§ **About this exercise**
Please copy out each entry, word for word.

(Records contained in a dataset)
------

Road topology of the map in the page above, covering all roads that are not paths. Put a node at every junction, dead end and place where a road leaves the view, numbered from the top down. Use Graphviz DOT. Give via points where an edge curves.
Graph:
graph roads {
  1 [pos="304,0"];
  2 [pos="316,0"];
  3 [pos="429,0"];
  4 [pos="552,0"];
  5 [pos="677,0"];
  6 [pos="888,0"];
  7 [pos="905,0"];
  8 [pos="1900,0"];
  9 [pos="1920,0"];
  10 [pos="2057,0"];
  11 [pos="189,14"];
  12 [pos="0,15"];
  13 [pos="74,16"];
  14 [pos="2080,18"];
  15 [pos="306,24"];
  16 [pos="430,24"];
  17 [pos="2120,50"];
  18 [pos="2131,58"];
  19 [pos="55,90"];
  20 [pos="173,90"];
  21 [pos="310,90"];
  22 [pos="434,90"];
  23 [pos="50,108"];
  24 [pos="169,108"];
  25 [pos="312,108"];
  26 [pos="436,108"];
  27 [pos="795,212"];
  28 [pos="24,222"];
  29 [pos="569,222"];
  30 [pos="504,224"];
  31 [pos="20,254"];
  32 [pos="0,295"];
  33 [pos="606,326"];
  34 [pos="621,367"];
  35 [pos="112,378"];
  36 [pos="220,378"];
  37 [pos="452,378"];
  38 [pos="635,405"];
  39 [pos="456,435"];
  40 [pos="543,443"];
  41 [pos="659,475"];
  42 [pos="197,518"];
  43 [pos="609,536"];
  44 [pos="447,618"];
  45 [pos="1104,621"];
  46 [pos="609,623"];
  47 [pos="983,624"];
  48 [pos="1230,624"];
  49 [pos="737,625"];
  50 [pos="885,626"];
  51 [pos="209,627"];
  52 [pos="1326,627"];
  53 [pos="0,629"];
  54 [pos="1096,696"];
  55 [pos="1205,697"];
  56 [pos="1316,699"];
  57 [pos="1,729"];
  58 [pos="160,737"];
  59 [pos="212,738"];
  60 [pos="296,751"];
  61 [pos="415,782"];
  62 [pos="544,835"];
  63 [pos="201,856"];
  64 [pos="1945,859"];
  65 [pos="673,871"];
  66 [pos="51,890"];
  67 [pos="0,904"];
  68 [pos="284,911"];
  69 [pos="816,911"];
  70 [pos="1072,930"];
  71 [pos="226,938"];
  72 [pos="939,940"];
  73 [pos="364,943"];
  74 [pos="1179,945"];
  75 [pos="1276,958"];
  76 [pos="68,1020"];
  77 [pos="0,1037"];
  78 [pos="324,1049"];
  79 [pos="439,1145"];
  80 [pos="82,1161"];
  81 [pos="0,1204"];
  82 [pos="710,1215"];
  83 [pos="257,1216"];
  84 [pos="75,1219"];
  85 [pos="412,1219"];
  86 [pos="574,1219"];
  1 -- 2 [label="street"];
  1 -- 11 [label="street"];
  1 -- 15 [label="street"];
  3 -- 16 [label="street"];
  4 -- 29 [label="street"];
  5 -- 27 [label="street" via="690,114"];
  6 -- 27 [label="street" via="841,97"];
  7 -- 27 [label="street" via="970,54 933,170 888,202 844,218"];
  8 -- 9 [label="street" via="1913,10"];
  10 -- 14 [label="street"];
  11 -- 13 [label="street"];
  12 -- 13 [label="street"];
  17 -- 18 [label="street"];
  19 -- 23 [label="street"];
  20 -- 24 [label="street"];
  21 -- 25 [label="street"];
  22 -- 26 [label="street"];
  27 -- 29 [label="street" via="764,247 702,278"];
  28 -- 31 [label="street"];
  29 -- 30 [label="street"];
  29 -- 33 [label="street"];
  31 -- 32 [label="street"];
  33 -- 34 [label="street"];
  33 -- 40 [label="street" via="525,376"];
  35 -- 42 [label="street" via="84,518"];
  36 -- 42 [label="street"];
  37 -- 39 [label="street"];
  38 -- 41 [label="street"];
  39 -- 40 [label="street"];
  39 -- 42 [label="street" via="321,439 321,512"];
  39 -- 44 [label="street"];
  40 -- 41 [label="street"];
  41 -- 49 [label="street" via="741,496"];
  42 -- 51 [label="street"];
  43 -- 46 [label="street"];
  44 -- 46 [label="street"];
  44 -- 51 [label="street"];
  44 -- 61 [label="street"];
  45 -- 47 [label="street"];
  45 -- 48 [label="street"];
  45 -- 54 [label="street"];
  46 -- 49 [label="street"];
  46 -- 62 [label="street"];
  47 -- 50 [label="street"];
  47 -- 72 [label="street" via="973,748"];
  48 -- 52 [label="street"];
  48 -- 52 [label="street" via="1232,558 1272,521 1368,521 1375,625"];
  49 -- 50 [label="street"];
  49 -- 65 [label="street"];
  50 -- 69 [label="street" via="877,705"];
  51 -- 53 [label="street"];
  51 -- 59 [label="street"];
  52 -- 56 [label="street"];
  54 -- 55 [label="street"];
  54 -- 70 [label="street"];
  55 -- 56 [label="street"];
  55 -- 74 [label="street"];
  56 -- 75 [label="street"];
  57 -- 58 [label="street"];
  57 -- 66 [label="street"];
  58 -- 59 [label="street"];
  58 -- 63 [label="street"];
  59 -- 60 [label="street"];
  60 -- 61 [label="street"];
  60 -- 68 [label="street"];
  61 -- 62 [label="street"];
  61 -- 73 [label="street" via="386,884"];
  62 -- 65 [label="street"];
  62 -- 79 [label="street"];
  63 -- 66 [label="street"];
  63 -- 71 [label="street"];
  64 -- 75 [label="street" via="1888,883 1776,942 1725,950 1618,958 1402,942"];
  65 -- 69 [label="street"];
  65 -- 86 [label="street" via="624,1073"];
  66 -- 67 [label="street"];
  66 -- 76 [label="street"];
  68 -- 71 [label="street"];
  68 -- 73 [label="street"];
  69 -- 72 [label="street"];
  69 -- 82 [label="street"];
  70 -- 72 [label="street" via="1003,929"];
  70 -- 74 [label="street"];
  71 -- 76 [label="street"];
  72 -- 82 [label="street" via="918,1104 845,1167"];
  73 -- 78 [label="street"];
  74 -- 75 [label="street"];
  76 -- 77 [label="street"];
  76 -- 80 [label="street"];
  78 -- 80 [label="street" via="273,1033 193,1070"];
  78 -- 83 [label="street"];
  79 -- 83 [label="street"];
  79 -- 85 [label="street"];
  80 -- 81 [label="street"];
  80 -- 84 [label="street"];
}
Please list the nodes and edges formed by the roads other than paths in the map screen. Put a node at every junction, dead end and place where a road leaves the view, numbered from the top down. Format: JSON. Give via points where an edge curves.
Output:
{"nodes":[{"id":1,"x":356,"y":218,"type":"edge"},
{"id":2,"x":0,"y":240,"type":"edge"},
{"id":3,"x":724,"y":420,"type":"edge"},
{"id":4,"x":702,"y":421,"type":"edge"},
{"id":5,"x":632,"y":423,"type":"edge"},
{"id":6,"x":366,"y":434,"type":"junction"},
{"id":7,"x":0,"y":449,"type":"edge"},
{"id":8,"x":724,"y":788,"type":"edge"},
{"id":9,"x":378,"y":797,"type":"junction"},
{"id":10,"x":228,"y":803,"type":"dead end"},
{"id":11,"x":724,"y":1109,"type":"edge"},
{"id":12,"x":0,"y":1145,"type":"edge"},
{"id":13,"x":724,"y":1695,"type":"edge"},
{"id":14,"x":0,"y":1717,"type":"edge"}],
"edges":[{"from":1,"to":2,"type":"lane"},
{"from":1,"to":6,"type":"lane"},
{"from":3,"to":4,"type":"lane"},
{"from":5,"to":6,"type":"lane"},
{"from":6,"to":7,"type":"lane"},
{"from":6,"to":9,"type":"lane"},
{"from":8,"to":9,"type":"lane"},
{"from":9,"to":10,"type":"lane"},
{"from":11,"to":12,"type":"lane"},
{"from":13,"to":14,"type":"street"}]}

------

§ **Answer to the problem**
Road topology of the map in the page above, covering all roads that are not paths. Put a node at every junction, dead end and place where a road leaves the view, numbered from the top down. Use Graphviz DOT. Give via points where an edge curves.
Graph:
graph roads {
  1 [pos="304,0"];
  2 [pos="316,0"];
  3 [pos="429,0"];
  4 [pos="552,0"];
  5 [pos="677,0"];
  6 [pos="888,0"];
  7 [pos="905,0"];
  8 [pos="1900,0"];
  9 [pos="1920,0"];
  10 [pos="2057,0"];
  11 [pos="189,14"];
  12 [pos="0,15"];
  13 [pos="74,16"];
  14 [pos="2080,18"];
  15 [pos="306,24"];
  16 [pos="430,24"];
  17 [pos="2120,50"];
  18 [pos="2131,58"];
  19 [pos="55,90"];
  20 [pos="173,90"];
  21 [pos="310,90"];
  22 [pos="434,90"];
  23 [pos="50,108"];
  24 [pos="169,108"];
  25 [pos="312,108"];
  26 [pos="436,108"];
  27 [pos="795,212"];
  28 [pos="24,222"];
  29 [pos="569,222"];
  30 [pos="504,224"];
  31 [pos="20,254"];
  32 [pos="0,295"];
  33 [pos="606,326"];
  34 [pos="621,367"];
  35 [pos="112,378"];
  36 [pos="220,378"];
  37 [pos="452,378"];
  38 [pos="635,405"];
  39 [pos="456,435"];
  40 [pos="543,443"];
  41 [pos="659,475"];
  42 [pos="197,518"];
  43 [pos="609,536"];
  44 [pos="447,618"];
  45 [pos="1104,621"];
  46 [pos="609,623"];
  47 [pos="983,624"];
  48 [pos="1230,624"];
  49 [pos="737,625"];
  50 [pos="885,626"];
  51 [pos="209,627"];
  52 [pos="1326,627"];
  53 [pos="0,629"];
  54 [pos="1096,696"];
  55 [pos="1205,697"];
  56 [pos="1316,699"];
  57 [pos="1,729"];
  58 [pos="160,737"];
  59 [pos="212,738"];
  60 [pos="296,751"];
  61 [pos="415,782"];
  62 [pos="544,835"];
  63 [pos="201,856"];
  64 [pos="1945,859"];
  65 [pos="673,871"];
  66 [pos="51,890"];
  67 [pos="0,904"];
  68 [pos="284,911"];
  69 [pos="816,911"];
  70 [pos="1072,930"];
  71 [pos="226,938"];
  72 [pos="939,940"];
  73 [pos="364,943"];
  74 [pos="1179,945"];
  75 [pos="1276,958"];
  76 [pos="68,1020"];
  77 [pos="0,1037"];
  78 [pos="324,1049"];
  79 [pos="439,1145"];
  80 [pos="82,1161"];
  81 [pos="0,1204"];
  82 [pos="710,1215"];
  83 [pos="257,1216"];
  84 [pos="75,1219"];
  85 [pos="412,1219"];
  86 [pos="574,1219"];
  1 -- 2 [label="street"];
  1 -- 11 [label="street"];
  1 -- 15 [label="street"];
  3 -- 16 [label="street"];
  4 -- 29 [label="street"];
  5 -- 27 [label="street" via="690,114"];
  6 -- 27 [label="street" via="841,97"];
  7 -- 27 [label="street" via="970,54 933,170 888,202 844,218"];
  8 -- 9 [label="street" via="1913,10"];
  10 -- 14 [label="street"];
  11 -- 13 [label="street"];
  12 -- 13 [label="street"];
  17 -- 18 [label="street"];
  19 -- 23 [label="street"];
  20 -- 24 [label="street"];
  21 -- 25 [label="street"];
  22 -- 26 [label="street"];
  27 -- 29 [label="street" via="764,247 702,278"];
  28 -- 31 [label="street"];
  29 -- 30 [label="street"];
  29 -- 33 [label="street"];
  31 -- 32 [label="street"];
  33 -- 34 [label="street"];
  33 -- 40 [label="street" via="525,376"];
  35 -- 42 [label="street" via="84,518"];
  36 -- 42 [label="street"];
  37 -- 39 [label="street"];
  38 -- 41 [label="street"];
  39 -- 40 [label="street"];
  39 -- 42 [label="street" via="321,439 321,512"];
  39 -- 44 [label="street"];
  40 -- 41 [label="street"];
  41 -- 49 [label="street" via="741,496"];
  42 -- 51 [label="street"];
  43 -- 46 [label="street"];
  44 -- 46 [label="street"];
  44 -- 51 [label="street"];
  44 -- 61 [label="street"];
  45 -- 47 [label="street"];
  45 -- 48 [label="street"];
  45 -- 54 [label="street"];
  46 -- 49 [label="street"];
  46 -- 62 [label="street"];
  47 -- 50 [label="street"];
  47 -- 72 [label="street" via="973,748"];
  48 -- 52 [label="street"];
  48 -- 52 [label="street" via="1232,558 1272,521 1368,521 1375,625"];
  49 -- 50 [label="street"];
  49 -- 65 [label="street"];
  50 -- 69 [label="street" via="877,705"];
  51 -- 53 [label="street"];
  51 -- 59 [label="street"];
  52 -- 56 [label="street"];
  54 -- 55 [label="street"];
  54 -- 70 [label="street"];
  55 -- 56 [label="street"];
  55 -- 74 [label="street"];
  56 -- 75 [label="street"];
  57 -- 58 [label="street"];
  57 -- 66 [label="street"];
  58 -- 59 [label="street"];
  58 -- 63 [label="street"];
  59 -- 60 [label="street"];
  60 -- 61 [label="street"];
  60 -- 68 [label="street"];
  61 -- 62 [label="street"];
  61 -- 73 [label="street" via="386,884"];
  62 -- 65 [label="street"];
  62 -- 79 [label="street"];
  63 -- 66 [label="street"];
  63 -- 71 [label="street"];
  64 -- 75 [label="street" via="1888,883 1776,942 1725,950 1618,958 1402,942"];
  65 -- 69 [label="street"];
  65 -- 86 [label="street" via="624,1073"];
  66 -- 67 [label="street"];
  66 -- 76 [label="street"];
  68 -- 71 [label="street"];
  68 -- 73 [label="street"];
  69 -- 72 [label="street"];
  69 -- 82 [label="street"];
  70 -- 72 [label="street" via="1003,929"];
  70 -- 74 [label="street"];
  71 -- 76 [label="street"];
  72 -- 82 [label="street" via="918,1104 845,1167"];
  73 -- 78 [label="street"];
  74 -- 75 [label="street"];
  76 -- 77 [label="street"];
  76 -- 80 [label="street"];
  78 -- 80 [label="street" via="273,1033 193,1070"];
  78 -- 83 [label="street"];
  79 -- 83 [label="street"];
  79 -- 85 [label="street"];
  80 -- 81 [label="street"];
  80 -- 84 [label="street"];
}
Please list the nodes and edges formed by the roads other than paths in the map screen. Put a node at every junction, dead end and place where a road leaves the view, numbered from the top down. Format: JSON. Give via points where an edge curves.
Output:
{"nodes":[{"id":1,"x":356,"y":218,"type":"edge"},
{"id":2,"x":0,"y":240,"type":"edge"},
{"id":3,"x":724,"y":420,"type":"edge"},
{"id":4,"x":702,"y":421,"type":"edge"},
{"id":5,"x":632,"y":423,"type":"edge"},
{"id":6,"x":366,"y":434,"type":"junction"},
{"id":7,"x":0,"y":449,"type":"edge"},
{"id":8,"x":724,"y":788,"type":"edge"},
{"id":9,"x":378,"y":797,"type":"junction"},
{"id":10,"x":228,"y":803,"type":"dead end"},
{"id":11,"x":724,"y":1109,"type":"edge"},
{"id":12,"x":0,"y":1145,"type":"edge"},
{"id":13,"x":724,"y":1695,"type":"edge"},
{"id":14,"x":0,"y":1717,"type":"edge"}],
"edges":[{"from":1,"to":2,"type":"lane"},
{"from":1,"to":6,"type":"lane"},
{"from":3,"to":4,"type":"lane"},
{"from":5,"to":6,"type":"lane"},
{"from":6,"to":7,"type":"lane"},
{"from":6,"to":9,"type":"lane"},
{"from":8,"to":9,"type":"lane"},
{"from":9,"to":10,"type":"lane"},
{"from":11,"to":12,"type":"lane"},
{"from":13,"to":14,"type":"street"}]}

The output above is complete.